At a March meeting with constituents in Wisconsin, Sen. Ron Johnson explained that college costs are mostly going up because student loans are plentiful, and students are having so much fun that they postpone finishing by two or three years:
Today, there are different studies on this but somewhere between five and a half to six years is the average length of time it takes somebody to get a four-year degree. Why is that? I'd argue, well, loans are actually pretty easy to get and college is a lot of fun. All three of my kids went to Madison and I guarantee you, they had a really good time, particularly that first year of college," he said.
And to make matters worse, the federal government has blown tons of money enabling these laggards. If they want to spend decades in college, they should go be characters in Doonesbury (at least before the hiatus):
"A lot of government's well-intentioned programs actually have a very negative unintended consequence... The federal government got involved the way it always gets involved, it threw money at the problem," he said. "We've thrown, given hundreds of millions of dollars in grant money to people we want to have a college education, but we've also enticed our children by subsidizing loans, we've enticed them to incur about $1.3 trillion in debt."
Johnson continued on to argue that students think that "It's kind of free money, young people don't necessarily understand finance."
It's not really free money when kids are going broke trying to pay it back, but Republican senators don't necessarily understand finance either. At least he refrained from reminiscing about the good old days when he kept his LP's in a milk crate that he'd grabbed from behind the grocery store, and made a dorm bookcase out of cinder blocks and boards that he'd stolen from a construction site, the way you're supposed to in college.
And then, in a hearing last week on proposed regulations on for-profit colleges -- which touched on the rolling disaster that was the Corinthian Colleges scam, and the loan payment strike by former Corinthian students -- Sen. Roy Blunt explained that if students would just stop living it up like la-tee-daa Welfare Queens with their excessively high "living standards," there'd be no student debt problem:
We ought to be talking about ... the debt problem when you get out of school. How much of that related to the actual cost of going to school and how much it related to what you thought your living standards should be while you went to school, and I'm pretty confident over the years that the student expectations for their personal living standards in school have often increased where they would have been a few just years ago.
Here's a funny thing, for certain values of "funny": Roy Blunt has received generous campaign donations from for-profit colleges, including Corinthian. And so it only makes sense that, just like several spokespeople from for-profit schools have also argued, he thinks the real problem with student debt isn't that the schools are peddling worthless degrees, paid for by federal loans, grants, and veterans benefits. No, the problem is too many students whooping it up instead of studying hard for their overpriced, nontransferable "college" credits.
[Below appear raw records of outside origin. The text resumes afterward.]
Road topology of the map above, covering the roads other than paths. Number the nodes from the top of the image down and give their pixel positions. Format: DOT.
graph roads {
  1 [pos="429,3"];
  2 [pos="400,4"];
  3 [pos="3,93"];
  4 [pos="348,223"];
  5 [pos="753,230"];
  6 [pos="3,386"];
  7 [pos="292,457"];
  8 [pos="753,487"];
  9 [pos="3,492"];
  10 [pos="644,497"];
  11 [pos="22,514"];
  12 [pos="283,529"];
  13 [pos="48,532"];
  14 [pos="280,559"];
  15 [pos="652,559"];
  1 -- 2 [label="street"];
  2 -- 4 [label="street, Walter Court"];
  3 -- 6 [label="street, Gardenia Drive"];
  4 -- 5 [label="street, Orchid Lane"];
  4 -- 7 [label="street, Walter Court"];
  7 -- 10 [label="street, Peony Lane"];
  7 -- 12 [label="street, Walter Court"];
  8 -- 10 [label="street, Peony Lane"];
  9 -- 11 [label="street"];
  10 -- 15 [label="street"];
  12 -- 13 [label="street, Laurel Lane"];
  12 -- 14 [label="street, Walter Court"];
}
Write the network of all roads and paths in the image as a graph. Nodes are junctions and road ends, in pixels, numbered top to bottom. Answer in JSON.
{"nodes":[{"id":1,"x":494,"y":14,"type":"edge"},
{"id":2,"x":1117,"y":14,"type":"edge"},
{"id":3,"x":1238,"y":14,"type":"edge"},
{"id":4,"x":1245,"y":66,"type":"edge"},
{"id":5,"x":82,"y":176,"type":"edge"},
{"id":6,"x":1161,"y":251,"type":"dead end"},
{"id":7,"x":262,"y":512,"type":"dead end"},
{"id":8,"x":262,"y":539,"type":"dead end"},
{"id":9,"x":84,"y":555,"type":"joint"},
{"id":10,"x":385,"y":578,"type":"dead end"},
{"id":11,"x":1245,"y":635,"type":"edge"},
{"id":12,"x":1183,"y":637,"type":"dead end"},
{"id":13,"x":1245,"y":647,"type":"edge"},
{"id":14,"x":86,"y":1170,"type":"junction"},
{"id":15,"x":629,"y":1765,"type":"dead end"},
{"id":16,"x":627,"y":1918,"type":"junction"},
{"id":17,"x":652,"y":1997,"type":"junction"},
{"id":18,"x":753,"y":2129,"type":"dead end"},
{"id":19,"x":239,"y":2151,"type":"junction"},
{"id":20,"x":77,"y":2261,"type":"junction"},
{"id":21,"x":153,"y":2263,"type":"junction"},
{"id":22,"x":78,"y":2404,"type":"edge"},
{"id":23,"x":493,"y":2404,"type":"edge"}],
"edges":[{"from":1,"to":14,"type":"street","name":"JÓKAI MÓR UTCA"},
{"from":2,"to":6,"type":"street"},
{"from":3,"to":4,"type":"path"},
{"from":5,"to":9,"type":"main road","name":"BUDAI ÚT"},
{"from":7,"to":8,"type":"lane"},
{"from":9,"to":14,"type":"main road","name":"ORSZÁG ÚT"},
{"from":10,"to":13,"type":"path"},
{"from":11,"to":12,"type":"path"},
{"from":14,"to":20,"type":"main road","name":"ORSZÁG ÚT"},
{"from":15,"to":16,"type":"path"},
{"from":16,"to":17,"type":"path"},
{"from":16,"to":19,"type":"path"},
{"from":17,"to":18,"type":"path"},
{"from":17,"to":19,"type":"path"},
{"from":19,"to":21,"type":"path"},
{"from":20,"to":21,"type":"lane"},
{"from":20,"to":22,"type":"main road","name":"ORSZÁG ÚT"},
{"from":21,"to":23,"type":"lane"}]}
Which is not to say that, yes, some of the cost increases for higher education have been driven by campuses building pricey new recreation palaces and dorms that look more like luxury condos than the Spartan accommodations a lot of us Olds remember. Odd, though -- one of the reason those amenities are so common is that they're very useful in attracting students, so the "amenities arms race" is one of those supply/demand things that we hear are one of the best things about a market economy, right? Also, while it's a huge oversimplification to blame rising college costs on any one factor, there's no doubt that a lot of the increased price tag has come from turning higher education into a business, rather than a service, with administrator salaries that rival corporate CEOs', not to mention the tiny matter of Sportsball programs with budgets that rival some small nations'.
Oh, and as for debt relief? After blaming spendthrift college students for increasing education costs, both Blunt and Johnson voted against a bill to allow refinancing student loans at lower rates. Shouldn't be a problem, unless of course a lot of them start defaulting. Besides, if students have trouble paying for college, they could always sell some stock like Mitt Romney did.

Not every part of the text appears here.